The main character, Jackson, seems naive for a 10-year-old. His family's been homeless before, and are on the verge of being homeless again to the point where they're selling their furniture to try to make rent--but the children, Jackson and his little sister Robyn, are somewhat detached from it all. Their parents are resolutely making light of the situation--but the children aren't stupid. I would think their worries would be more to the forefront.

Also, they're hungry. The children are hungry. The parents are working several part-time jobs apiece, but can't make ends meet--around here you probably could, but the family lives in California. They go to local food pantries, but they don't sign up for food stamps or attempt to get any other form of assistance.

That's the part I'm having trouble with. First there's a comment that they're too proud for that. They're not too proud for the dad to be panhandling--with help from the kids, and commentary that it might generate more money if the family dog sat beside him--but they're too proud to get real help. At one point one of the parents adds that it's too late, they wouldn't get benefits quickly enough--but they would have, if they'd asked for help before they sold their daughter's bed. I don't know what resources specifically exist in California. Let's say they could have been eligible for $400/month in food stamps. Certainly, though they're not buying much food, they're buying that much. Then the $400 could have gone toward rent. Wouldn't have paid all the rent, but it would have made a difference. They might have sought job placement assistance. They might have gotten commodity food items. The children's day care situation was never mentioned--they could have gone to Boys and Girls Clubs, say, very cheaply and with full meals served. Or, if they're in a low-income area, they might have found a summer program that served meals. There are places serving meals to the poor.

Over and over, in children's fiction, I find middle-class writers who create characters that are "too proud" to accept government assistance. In real life, I've hardly ever met a lower-income family that was "too proud." Maybe it's because I work in a social justice center, where people come because they need help; maybe my experiences are skewed the opposite direction. But there is no virtue in making your children suffer when they don't have to. No virtue in having your children be dizzy from hunger, while you are capable of signing up for food stamps and refuse to do so.

The ending of Crenshaw, too, is deus ex machina. Just when the family is actually going to be evicted--which is treated rather casually, when in fact not having an address to receive mail is going to make a real mess of the parents' ability to continue to hold jobs--someone offers the dad a job and a small apartment.
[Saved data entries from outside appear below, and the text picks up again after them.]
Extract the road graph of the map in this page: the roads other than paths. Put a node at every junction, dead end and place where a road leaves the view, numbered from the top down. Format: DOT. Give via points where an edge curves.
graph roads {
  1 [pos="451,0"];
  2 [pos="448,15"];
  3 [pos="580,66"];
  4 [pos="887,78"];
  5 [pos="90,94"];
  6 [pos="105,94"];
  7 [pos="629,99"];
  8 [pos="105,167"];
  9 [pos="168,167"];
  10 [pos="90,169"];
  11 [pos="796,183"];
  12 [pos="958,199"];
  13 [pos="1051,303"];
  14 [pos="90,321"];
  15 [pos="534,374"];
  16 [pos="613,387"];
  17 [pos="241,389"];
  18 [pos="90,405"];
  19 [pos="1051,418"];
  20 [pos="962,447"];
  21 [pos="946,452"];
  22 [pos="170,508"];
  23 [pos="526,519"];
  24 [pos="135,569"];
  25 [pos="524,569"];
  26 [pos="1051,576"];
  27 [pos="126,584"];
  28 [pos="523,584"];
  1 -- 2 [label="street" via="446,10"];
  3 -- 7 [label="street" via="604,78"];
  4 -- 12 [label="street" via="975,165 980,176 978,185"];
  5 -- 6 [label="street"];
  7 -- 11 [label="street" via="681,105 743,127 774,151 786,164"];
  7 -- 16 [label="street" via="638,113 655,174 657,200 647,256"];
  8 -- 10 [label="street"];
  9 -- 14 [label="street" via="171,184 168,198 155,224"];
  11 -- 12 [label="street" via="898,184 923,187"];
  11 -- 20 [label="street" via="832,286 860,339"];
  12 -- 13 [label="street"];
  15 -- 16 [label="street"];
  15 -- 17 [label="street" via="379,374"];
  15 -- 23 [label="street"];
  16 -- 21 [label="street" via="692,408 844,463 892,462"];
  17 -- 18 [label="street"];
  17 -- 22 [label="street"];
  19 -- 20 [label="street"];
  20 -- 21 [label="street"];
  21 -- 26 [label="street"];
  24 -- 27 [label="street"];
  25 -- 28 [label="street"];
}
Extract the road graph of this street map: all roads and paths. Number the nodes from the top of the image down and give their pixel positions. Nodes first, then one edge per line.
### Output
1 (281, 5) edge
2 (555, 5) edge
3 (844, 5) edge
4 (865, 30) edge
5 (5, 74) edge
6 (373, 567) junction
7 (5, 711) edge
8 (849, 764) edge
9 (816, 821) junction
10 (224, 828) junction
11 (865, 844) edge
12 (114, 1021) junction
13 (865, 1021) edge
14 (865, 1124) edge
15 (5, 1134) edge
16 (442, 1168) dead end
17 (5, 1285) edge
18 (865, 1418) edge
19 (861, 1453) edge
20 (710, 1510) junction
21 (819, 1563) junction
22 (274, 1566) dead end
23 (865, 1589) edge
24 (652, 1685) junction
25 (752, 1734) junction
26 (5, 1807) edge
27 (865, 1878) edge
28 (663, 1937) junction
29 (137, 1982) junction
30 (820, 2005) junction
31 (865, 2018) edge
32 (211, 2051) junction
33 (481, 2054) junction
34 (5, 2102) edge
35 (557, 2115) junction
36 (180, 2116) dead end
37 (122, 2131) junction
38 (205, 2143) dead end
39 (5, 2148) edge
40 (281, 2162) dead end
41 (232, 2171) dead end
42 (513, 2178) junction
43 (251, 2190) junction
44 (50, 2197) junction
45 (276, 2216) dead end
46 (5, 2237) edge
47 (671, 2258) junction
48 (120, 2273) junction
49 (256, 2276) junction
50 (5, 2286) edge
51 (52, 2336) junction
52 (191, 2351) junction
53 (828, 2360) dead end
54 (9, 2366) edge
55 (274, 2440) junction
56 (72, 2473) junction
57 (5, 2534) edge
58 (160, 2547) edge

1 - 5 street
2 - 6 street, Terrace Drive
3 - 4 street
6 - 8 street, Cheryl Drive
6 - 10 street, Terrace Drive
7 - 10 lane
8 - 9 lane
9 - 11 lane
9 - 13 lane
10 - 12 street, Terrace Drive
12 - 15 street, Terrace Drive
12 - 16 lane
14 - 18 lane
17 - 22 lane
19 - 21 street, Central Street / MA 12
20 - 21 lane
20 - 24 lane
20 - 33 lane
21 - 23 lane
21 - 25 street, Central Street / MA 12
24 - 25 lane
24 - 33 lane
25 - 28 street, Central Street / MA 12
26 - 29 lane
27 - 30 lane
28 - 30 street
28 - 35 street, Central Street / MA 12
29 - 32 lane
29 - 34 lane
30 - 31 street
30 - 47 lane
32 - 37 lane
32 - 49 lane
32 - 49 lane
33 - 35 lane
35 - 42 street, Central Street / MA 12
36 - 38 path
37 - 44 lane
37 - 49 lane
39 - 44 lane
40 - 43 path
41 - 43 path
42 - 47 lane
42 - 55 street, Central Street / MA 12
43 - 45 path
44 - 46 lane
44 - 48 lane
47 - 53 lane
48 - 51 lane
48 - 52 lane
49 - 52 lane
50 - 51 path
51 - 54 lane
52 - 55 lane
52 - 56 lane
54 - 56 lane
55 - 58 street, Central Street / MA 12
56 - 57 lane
Nothing has changed, except that the protagonist told his parents they needed to be more honest with him, and they said they would. The parents aren't doing a better job. The kids aren't more secure.

I had such hopes for Crenshaw. It's being lauded as an important book about a rarely-discussed issue. Instead it's a facile book about a rarely-discussed issue. It's Poverty Lite. We need to do better than this. 


  1. Thank you for sharing an honest review. I, too, felt disappointed at the end of this story. As a teacher in a school with 80% of students eligible for free/reduced lunch and breakfast, I had many of the same observations about how poverty, assistance and "being too proud" were handled. I also questioned the storyline regarding Jackson's mother and how she lost her teaching job due to cuts. In most school districts there is a desperate need for substitute teachers (we pay $135 per day). It didn't make sense to me that this college educated mom had to work 3 part time jobs. I am hesitant to share this book with my students, because as you pointed out, it just doesn't do justice to the harsh reality of what poverty is really all about.

    1. The more I thought about the Mom's situation, the more it annoyed me--I hadn't considered substitute teaching--and here that's only $50/day, but I'm sure it's more in California--but I would think anyone with a college degree could go to a temp agency and get a job as a receptionist or some sort of office work. I also thought more about the ending--they're only just being served with a Notice to Evict. From there it's at minimum 4 weeks until they can actually be forced out. They've got four weeks to figure things out--and what they'd do, of course, is use the money from the yard sale, plus whatever else they could scrape together, and pay first month's rent plus the deposit somewhere else, and leave their current landlord hanging for the back rent. It's not pretty--but it's reality, and better than trying to live with two kids and a dog in an aged minivan. The book isn't anything like real poverty.
      The elementary school nearest our social justice center is 100% free lunch. The teachers there move heaven and earth to feed and shelter and teach those kids. They are heros. This year they're letting any kids who want to come to school for one of the traditional two weeks of Christmas break--because two weeks is too long for them to go without the food they get at school.